A look at horror and fear in video gaming

A look at horror and fear in video gaming


Some games focus on aliens and monsters, a very real threat that invokes a fight or flight response. Others try to get into the player’s mind and tap into something primal in our psyche. To understand how scary games work, let’s begin with a look at the basics.

External Fear
Thief: The Dark Project – Looking Glass Studios: Windows PC, 1998

External fear is present throughout the whole of the stealth game genre. Players are given a task to perform while actively avoiding conflict: if they should slip up, the consequences are strongly felt so tension is always high.

Thief is a first person stealth game, set during medieval times with a steampunk art style. Gameplay largely consists of sneaking about various urban environments and acquiring valuable items to advance the plot. Enemies largely consist of soldiers who are well-armed and difficult to defeat in a head on fight, meaning that confrontations should be avoided whenever possible. Shadows are utilized to hide the player, who is informed via a heads up display about how visible they are to the enemy.

Players assume control of Garrett, the eponymous thief. Garrett begins his career as a homeless orphan, living on the streets. He attempts to pick the pocket of a member of “the keepers,, an order of thieves. The man, impressed by Garrett’s ability to spot him, takes Garrett under his wing and teaches him to become a thief. Years later Garrett leaves to pursue a life of his own, and is contracted by various shady individuals to steal for large sums of money. His latest client instructs Garrett to steal a precious gem known as “the eye” from a Cathedral in a disused part of the city, but doing so unleashes hellish abominations.
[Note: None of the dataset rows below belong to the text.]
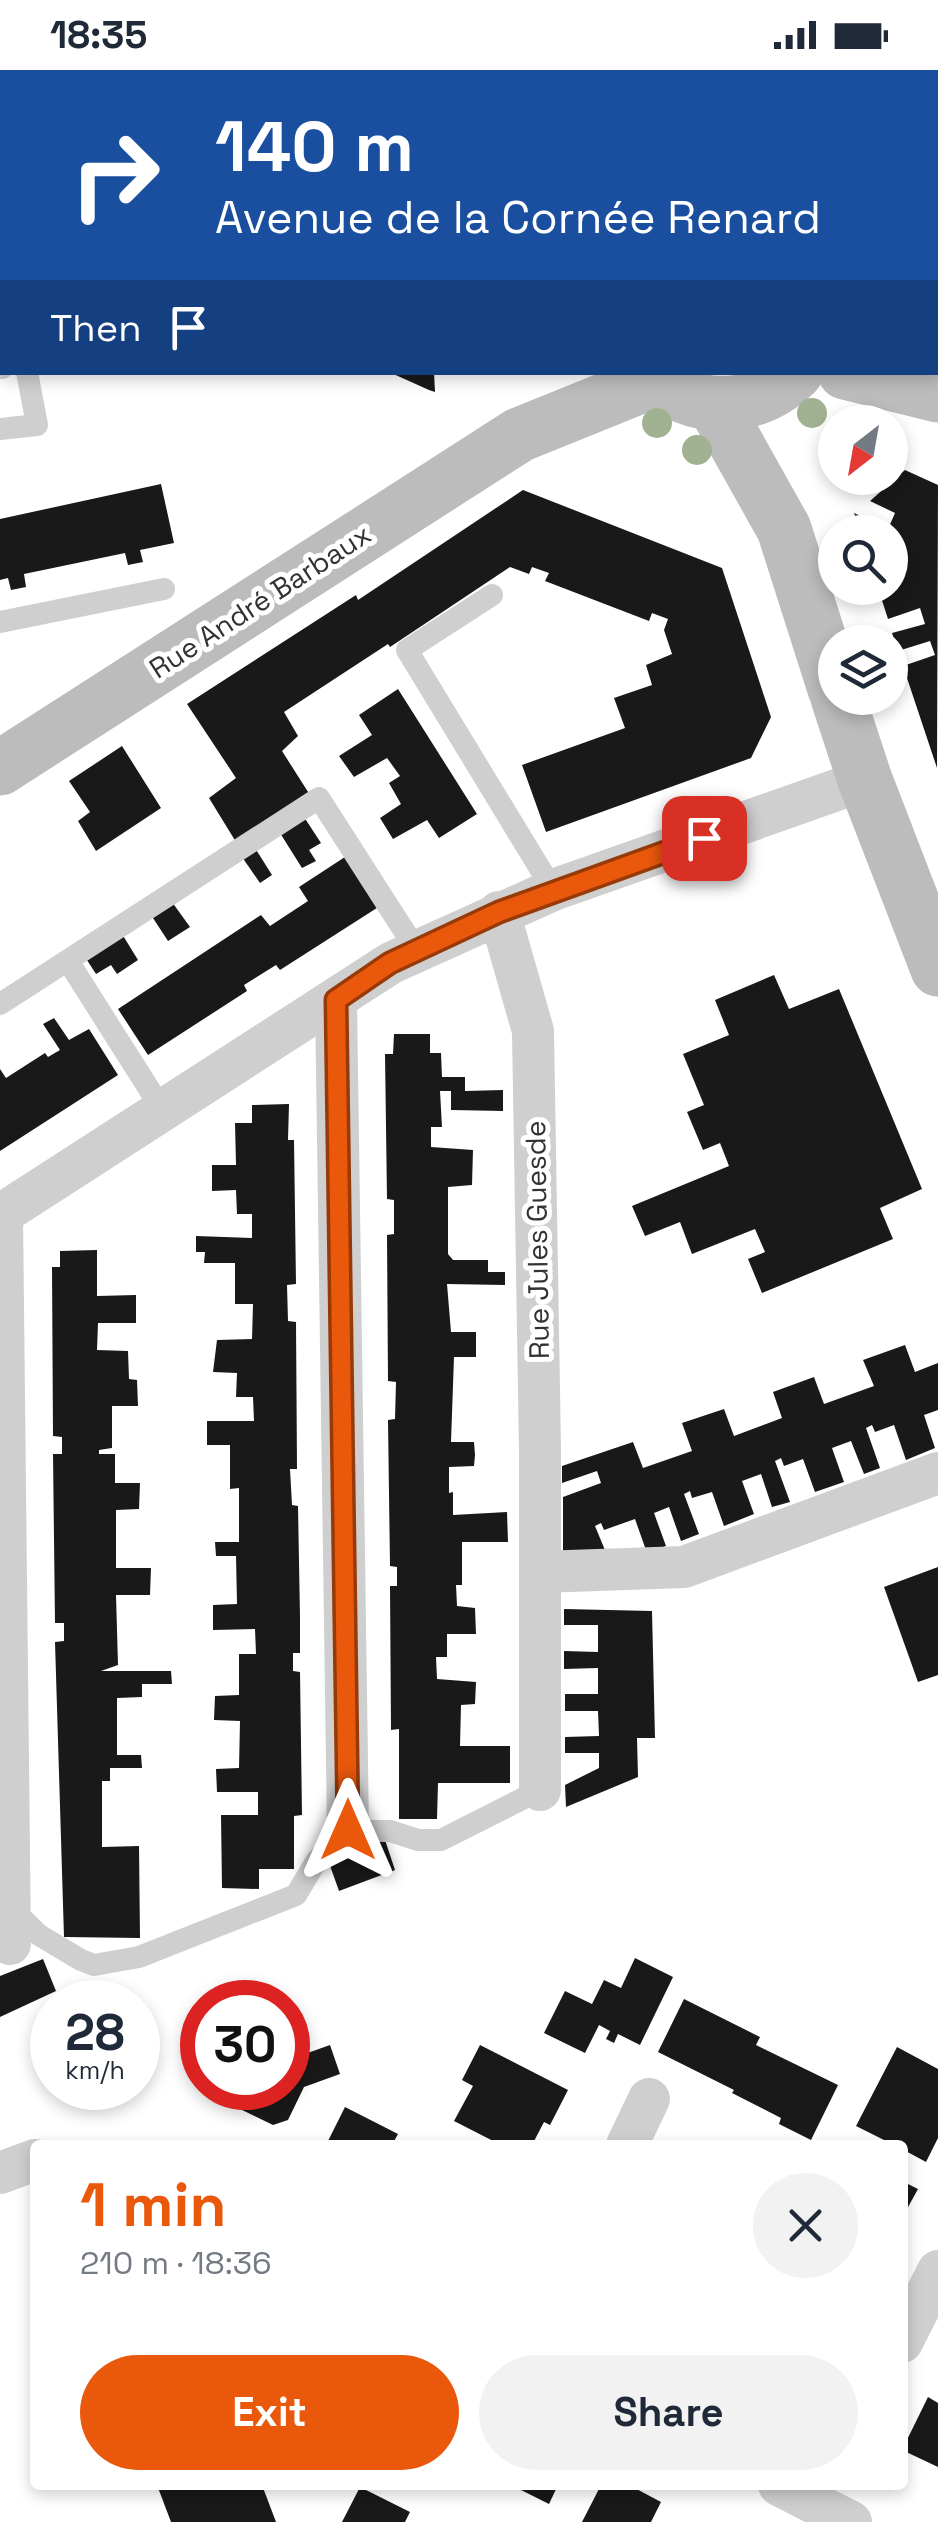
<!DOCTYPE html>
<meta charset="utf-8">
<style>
body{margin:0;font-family:"Space Grotesk",sans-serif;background:#f2f2f3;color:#1f2937;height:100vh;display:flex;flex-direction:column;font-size:38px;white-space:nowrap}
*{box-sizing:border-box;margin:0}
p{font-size:32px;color:#747a83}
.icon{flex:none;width:55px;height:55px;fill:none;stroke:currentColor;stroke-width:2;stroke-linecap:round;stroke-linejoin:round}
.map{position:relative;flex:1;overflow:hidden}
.details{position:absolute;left:30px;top:2070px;width:878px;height:350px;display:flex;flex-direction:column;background:#fff;border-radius:10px;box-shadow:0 5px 15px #0003}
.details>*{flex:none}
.banner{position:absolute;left:0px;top:0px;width:940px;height:305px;box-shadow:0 5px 15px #0003;background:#1a4fa0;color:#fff;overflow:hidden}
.needle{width:65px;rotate:211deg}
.fabs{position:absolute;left:818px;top:335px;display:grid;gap:20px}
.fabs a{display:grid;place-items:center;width:90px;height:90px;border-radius:50%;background:#fff;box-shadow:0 5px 15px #0003;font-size:50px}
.speed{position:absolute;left:30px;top:1910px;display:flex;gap:20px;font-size:50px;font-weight:700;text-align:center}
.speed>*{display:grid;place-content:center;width:130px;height:130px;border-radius:50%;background:#fff;box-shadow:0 5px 15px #0003;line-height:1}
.speed small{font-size:25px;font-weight:400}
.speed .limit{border:15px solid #d22;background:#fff;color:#111}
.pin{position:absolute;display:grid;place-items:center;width:85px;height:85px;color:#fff;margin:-42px;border-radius:20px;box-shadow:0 5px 15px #0006}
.me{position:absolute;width:110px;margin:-55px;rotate:0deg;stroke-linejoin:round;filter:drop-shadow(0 0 8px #0008)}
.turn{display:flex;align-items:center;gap:35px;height:210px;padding:0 50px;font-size:45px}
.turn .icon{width:130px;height:130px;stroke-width:2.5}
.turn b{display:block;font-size:70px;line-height:85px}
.then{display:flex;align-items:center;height:95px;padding:0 50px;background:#0003;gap:20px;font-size:38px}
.round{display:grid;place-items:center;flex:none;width:105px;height:105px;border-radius:52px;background:#f2f2f3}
.headline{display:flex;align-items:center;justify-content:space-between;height:170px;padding:0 50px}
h1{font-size:60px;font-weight:600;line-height:75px;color:#ea580c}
.action{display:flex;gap:20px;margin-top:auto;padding:20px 50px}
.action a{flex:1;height:115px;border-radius:60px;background:#ea580c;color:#fff;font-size:40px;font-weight:600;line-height:115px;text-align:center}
.action a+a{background:#f2f2f3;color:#1f2937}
.status{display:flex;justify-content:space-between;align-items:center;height:70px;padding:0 50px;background:#fff;direction:ltr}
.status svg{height:28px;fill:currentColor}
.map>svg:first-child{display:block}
.building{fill:#191919}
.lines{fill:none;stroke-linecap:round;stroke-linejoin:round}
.lane{stroke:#cfcfcf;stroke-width:22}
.street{stroke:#cfcfcf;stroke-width:42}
.secondary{stroke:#bcbcbc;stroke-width:55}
.tree{fill:#a1b292}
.route-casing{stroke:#983908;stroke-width:25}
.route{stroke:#ea580c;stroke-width:18}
.labels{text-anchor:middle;stroke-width:10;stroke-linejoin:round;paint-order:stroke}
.street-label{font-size:28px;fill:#323232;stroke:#fff}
</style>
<div class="status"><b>18:35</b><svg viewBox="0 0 49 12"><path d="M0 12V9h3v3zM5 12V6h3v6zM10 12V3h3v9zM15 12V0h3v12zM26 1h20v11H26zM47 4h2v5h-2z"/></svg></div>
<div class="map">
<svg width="938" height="2452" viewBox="0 0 938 2452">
<rect width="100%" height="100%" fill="#fff"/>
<!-- building -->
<g class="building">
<path d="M 389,302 L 434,302 L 435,322 L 429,320 Z"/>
<path d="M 905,400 L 938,415 L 937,698 L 903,596 L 935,585 L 930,571 L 898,581 L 892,563 L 925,554 L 920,538 L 888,549 L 878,518 L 890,518 L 890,462 L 861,462 L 854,443 L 888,459 L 895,443 L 870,431 Z"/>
<path d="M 161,414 L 174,473 L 140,480 L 143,492 L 128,495 L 125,483 L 24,504 L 26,517 L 11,520 L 8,508 L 0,510 L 0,449 Z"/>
<path d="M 523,420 L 722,498 L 771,647 L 751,688 L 546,762 L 522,695 L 625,658 L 614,628 L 652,615 L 646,595 L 672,584 L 664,560 L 668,549 L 652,543 L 649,551 L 545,511 L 549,503 L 532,497 L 529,504 L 510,497 L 390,577 L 388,574 L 284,642 L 298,666 L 282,681 L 310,725 L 236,772 L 209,728 L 236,708 L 187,634 L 356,525 L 358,530 Z"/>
<path d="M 398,619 L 477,744 L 439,768 L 427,750 L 393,769 L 380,748 L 401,734 L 389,713 L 400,706 L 387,688 L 354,707 L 339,686 L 372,665 L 359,645 Z"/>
<path d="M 122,676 L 161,738 L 96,781 L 78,751 L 90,742 L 69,711 Z"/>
<path d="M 304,747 L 321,773 L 309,780 L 316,791 L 302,798 L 280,763 Z"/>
<path d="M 255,778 L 272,805 L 260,813 L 242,787 Z"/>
<path d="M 348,785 L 380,836 L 280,900 L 276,895 L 244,915 L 247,921 L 148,985 L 118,939 L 261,845 L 270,856 L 308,831 L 299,817 Z"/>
<path d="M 172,832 L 190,857 L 168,871 L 151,845 Z"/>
<path d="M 122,864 L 138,890 L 117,904 L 111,895 L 96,904 L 85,887 Z"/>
<path d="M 774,905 L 789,939 L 839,919 L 922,1119 L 880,1138 L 893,1169 L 762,1223 L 748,1189 L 765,1182 L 755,1159 L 692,1184 L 680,1152 L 645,1166 L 632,1136 L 729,1096 L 720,1073 L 703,1080 L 687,1042 L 704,1035 L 683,984 L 729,965 L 715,930 Z"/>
<path d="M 54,948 L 69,970 L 89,959 L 118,1005 L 0,1081 L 0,999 L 6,1008 L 45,983 L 48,987 L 60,980 L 43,954 Z"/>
<path d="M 394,964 L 430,964 L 430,983 L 441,983 L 442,1007 L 465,1007 L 465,1021 L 503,1020 L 503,1041 L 451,1040 L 451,1021 L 440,1021 L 442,1057 L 431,1057 L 431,1077 L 473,1080 L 472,1115 L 448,1117 L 448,1184 L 453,1190 L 488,1190 L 488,1202 L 505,1202 L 505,1215 L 447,1214 L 451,1262 L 476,1262 L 476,1287 L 454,1287 L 451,1372 L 474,1372 L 475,1385 L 474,1396 L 449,1397 L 449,1423 L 453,1422 L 453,1445 L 507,1442 L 508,1472 L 462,1472 L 462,1515 L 456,1515 L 457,1536 L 475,1538 L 476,1564 L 447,1564 L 447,1587 L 436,1587 L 437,1609 L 476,1612 L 475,1634 L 461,1635 L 460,1676 L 510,1676 L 510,1713 L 438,1713 L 437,1749 L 399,1749 L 399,1659 L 391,1660 L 390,1516 L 397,1516 L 397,1497 L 390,1496 L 388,1350 L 395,1349 L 396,1312 L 388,1311 L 387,1165 L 394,1164 L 394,1130 L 387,1129 L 385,984 L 393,984 Z"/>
<path d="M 289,1034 L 288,1070 L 294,1070 L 296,1214 L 287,1215 L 288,1251 L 296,1252 L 297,1399 L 290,1399 L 292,1435 L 298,1436 L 300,1547 L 300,1583 L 293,1583 L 293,1601 L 300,1602 L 302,1745 L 294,1746 L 294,1799 L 259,1799 L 259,1819 L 222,1818 L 221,1745 L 258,1745 L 258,1722 L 217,1722 L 216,1699 L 239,1698 L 240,1651 L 214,1650 L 215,1626 L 239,1625 L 239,1584 L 256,1584 L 255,1559 L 213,1560 L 213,1535 L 237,1534 L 236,1486 L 216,1486 L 215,1472 L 239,1472 L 239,1418 L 230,1419 L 230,1375 L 207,1375 L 207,1351 L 254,1351 L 253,1327 L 236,1327 L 237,1303 L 213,1302 L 217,1270 L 252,1269 L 253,1234 L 235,1234 L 235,1193 L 204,1193 L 205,1182 L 196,1182 L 196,1166 L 252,1168 L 252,1144 L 237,1144 L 236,1120 L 212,1121 L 212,1095 L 236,1095 L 235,1053 L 252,1053 L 252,1035 Z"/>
<path d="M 97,1180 L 97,1226 L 136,1225 L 136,1253 L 98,1253 L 97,1280 L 128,1281 L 129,1309 L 137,1310 L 138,1336 L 112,1336 L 112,1378 L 99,1380 L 99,1384 L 115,1384 L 115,1413 L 140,1413 L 139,1439 L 116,1440 L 116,1498 L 151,1498 L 150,1525 L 116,1525 L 118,1595 L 101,1601 L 171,1601 L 172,1614 L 142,1614 L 142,1627 L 117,1628 L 117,1685 L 141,1685 L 142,1698 L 110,1698 L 110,1711 L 102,1711 L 102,1777 L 139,1776 L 140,1868 L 64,1867 L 55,1572 L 64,1571 L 64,1553 L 55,1553 L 53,1384 L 62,1384 L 62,1367 L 53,1366 L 52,1197 L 60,1197 L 60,1181 Z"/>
<path d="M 905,1275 L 915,1302 L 938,1293 L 938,1340 L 924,1345 L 935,1378 L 906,1390 L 894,1355 L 875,1362 L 872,1355 L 866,1358 L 880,1398 L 864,1404 L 851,1371 L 832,1378 L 844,1412 L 815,1422 L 803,1389 L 784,1396 L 781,1388 L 775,1391 L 790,1432 L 772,1437 L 761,1404 L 742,1411 L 754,1444 L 724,1456 L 712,1422 L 692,1428 L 690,1421 L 684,1424 L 699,1464 L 681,1471 L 669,1437 L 654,1443 L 666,1476 L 647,1483 L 635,1449 L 604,1460 L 601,1453 L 595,1456 L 607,1485 L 563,1484 L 563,1427 L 601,1413 L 597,1401 L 562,1413 L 562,1396 L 633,1372 L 643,1398 L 692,1381 L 682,1353 L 724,1339 L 734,1366 L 782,1348 L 773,1322 L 814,1307 L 824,1334 L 874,1316 L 863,1290 Z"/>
<path d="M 938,1497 L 938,1605 L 918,1612 L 884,1517 Z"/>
<path d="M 564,1539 L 652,1541 L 655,1668 L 637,1668 L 638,1707 L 566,1737 L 565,1715 L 599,1698 L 599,1683 L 565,1683 L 565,1667 L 599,1666 L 598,1641 L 565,1641 L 565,1624 L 598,1624 L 598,1598 L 564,1599 L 564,1581 L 598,1582 L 598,1555 L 564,1555 Z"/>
<path d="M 385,1770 L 395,1800 L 339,1821 L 328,1790 Z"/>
<path d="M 635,1888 L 673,1907 L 640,1975 L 618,1964 L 614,1973 L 606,1969 L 610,1961 L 599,1955 L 585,1983 L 544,1963 L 565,1921 L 592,1934 L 604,1910 L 621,1918 Z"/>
<path d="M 43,1889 L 56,1921 L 0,1947 L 0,1906 Z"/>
<path d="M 684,1929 L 760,1967 L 756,1975 L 838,2015 L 811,2070 L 779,2054 L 781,2048 L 732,2023 L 734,2020 L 658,1982 Z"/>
<path d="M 330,1975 L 340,2004 L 304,2017 L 288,2050 L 273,2055 L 240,2039 L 232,2018 L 288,2018 L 288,1990 Z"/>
<path d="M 480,1975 L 568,2020 L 550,2055 L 544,2052 L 532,2075 L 501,2075 L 454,2051 L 473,2016 L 462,2010 Z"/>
<path d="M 897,1977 L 938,1999 L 938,2068 L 926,2092 L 902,2079 L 902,2075 L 894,2075 L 856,2056 Z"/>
<path d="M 345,2037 L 398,2064 L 392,2075 L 326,2075 Z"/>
<path d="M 902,2111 L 918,2119 L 902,2148 Z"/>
<path d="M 928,2327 L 938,2333 L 938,2397 L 902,2380 Z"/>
<path d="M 157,2415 L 262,2415 L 276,2452 L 171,2452 Z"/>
<path d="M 511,2415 L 558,2415 L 549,2434 Z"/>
<path d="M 601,2415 L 629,2415 L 661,2432 L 651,2452 L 582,2452 Z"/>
<path d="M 360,2417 L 410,2442 L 405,2452 L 342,2452 Z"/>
</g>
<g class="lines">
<!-- lane -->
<g class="lane">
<path d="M 0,298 L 2,298"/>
<path d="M 0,359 L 37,355 L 27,302"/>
<path d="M 492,525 L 407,580 L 553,820"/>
<path d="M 0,552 L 164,519"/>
<path d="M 68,891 L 163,1041"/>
<path d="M 0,934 L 319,728 L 417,881"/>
<path d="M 10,1837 L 39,1865 L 81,1890 L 94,1895 L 139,1887 L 296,1825 L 317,1790 L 348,1761 L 390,1761 L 418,1770 L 441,1770 L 540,1720"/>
</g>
<!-- street -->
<g class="street">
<path d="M 499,842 L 533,961 L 540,1380 L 540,1720"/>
<path d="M 336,930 L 348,1761"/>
<path d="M 2,1144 L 10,1874"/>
<path d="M 0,1145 L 391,893 L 553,820 L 865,710"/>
<path d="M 540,1502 L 684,1497 L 938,1403"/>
<path d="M 627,2075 L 649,2029"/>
<path d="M 0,2103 L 35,2090"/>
<path d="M 902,2272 L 938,2201"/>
<path d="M 779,2415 L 851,2452"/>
</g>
<!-- secondary -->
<g class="secondary">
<path d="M 211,0 L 217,2"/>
<path d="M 659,0 L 660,2"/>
<path d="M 845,302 L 938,325"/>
<path d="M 684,326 C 723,342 766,332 796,302"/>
<path d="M 714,334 L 784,459 L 835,619"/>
<path d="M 838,628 L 865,710 L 938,899"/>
<path d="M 0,698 L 519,365 L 655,310"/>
</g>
</g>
<!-- trees -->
<g class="tree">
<circle cx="812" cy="343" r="15"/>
<circle cx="657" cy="353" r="15"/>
<circle cx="697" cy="380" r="15"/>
</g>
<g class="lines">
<!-- route casing -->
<g class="route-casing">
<path id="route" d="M 348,1760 L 336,930 L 390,893 L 499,842 L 704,768"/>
</g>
<!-- route -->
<use href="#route" class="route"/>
</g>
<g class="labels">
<!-- street labels -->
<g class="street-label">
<text transform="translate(260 531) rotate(-33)" y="10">Rue André Barbaux</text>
<text transform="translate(537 1170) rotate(-91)" y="10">Rue Jules Guesde</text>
</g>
</g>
</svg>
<div class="fabs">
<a><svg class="needle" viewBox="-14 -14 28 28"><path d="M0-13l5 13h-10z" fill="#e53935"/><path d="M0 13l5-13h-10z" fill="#747a83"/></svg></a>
<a><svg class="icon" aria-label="search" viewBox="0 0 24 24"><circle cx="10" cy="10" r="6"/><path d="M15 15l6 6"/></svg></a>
<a><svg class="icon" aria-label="layers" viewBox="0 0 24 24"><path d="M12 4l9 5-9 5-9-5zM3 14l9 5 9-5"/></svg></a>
</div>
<div class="speed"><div>28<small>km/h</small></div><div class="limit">30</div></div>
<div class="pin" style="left:704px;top:768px;background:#d93025"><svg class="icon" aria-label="arrive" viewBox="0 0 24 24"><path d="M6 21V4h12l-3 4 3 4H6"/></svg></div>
<svg class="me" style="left:348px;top:1760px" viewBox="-20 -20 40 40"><path d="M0-17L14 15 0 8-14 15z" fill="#ea580c" stroke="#fff" stroke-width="4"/></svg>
<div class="banner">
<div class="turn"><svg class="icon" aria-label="right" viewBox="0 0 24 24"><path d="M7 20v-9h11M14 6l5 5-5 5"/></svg><div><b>140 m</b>Avenue de la Cornée Renard</div></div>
<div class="then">Then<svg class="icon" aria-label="arrive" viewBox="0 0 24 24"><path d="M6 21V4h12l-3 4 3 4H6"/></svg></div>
</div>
<section class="details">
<div class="headline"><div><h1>1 min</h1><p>210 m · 18:36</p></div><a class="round"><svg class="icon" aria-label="close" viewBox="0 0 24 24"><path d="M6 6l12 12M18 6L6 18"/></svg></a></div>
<div class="action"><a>Exit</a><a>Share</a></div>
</section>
</div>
External fear is used throughout in the form of the player’s fear of being discovered, the fear of conflict and the fear of death. As most enemies are dispatched by knocking out or stabbing, the player must sneak up to them whilst remaining undetected. Doing so may require the player to leave the relative safety of the shadows, giving a feeling of vulnerability. As the player draws closer to their victim they feel tense due to not wanting to be detected, should that happen they are thrown into a panic and must quickly decide whether to fight the foe or run from them and hide. The player does not want to die and the gameplay shifts from being in the player’s control.

This is a powerful tool in encouraging the player to play by the strict rules of the game, they must act carefully and move slowly. Any impulsive behavior can instantly lead to failure so actions should be calm and calculated. Without the use of external fear, say for example, if Garrett could easily kill enemies in a straight up fight, the player wouldn’t feel any tension and may choose a less stealthy approach for the sake of speed. The game would become a linear sequence of fights, and ultimately completing the objectives would feel less important, as the path to completion wouldn’t have been completed through hardship.

Wrapping up

Fear is present throughout all genres of videogames, from puzzlers to beat-em-ups be it something that’s happening onscreen or within the player’s head. Are you afraid of losing a life by mistiming a jump in a platformer, of failure by letting in a goal in a sports title or something deeper like feeling fear of rejection when you try to make new friends in games like The Sims?

Fear in videogames adds weight to our decisions, it affects the choices we make and the experience we get from the game. We are all afraid of different things to different degrees, and reflecting this we all have different experiences when playing the same game. One person may choose to play a scary game with the lights off to increase immersion, while another may choose to avoid scary games altogether as they find them uncomfortable to play.

Denying fear in videogames is pointless because videogames are an interactive medium that the player is involved in, and as with performing most tasks in real life, there is plenty of opportunity for our subconscious to interfere. Whether you are preparing a meal for a guest in real life or attempting a guitar solo in Guitar Hero, you may experience various forms of fear, adding weight to the action beyond what is actually at stake. If the meal goes badly you may be resented and if you fail that solo you will have to retry the song, losing all the progress you’ve worked towards.

Being able to identify various themes native to the horror genre and apply them outside of it allows gamers to see their favorite titles in a new light, and appreciate them in an entirely new way.

I hope you’ve enjoyed this look into fear in videogames and take something away from this that you can apply as a gamer. Games have had a massive impact on my life, and if they mean as much to you as they do to me you owe it to yourself to take a deeper look into them and see what it is that makes this wonderful media so unique.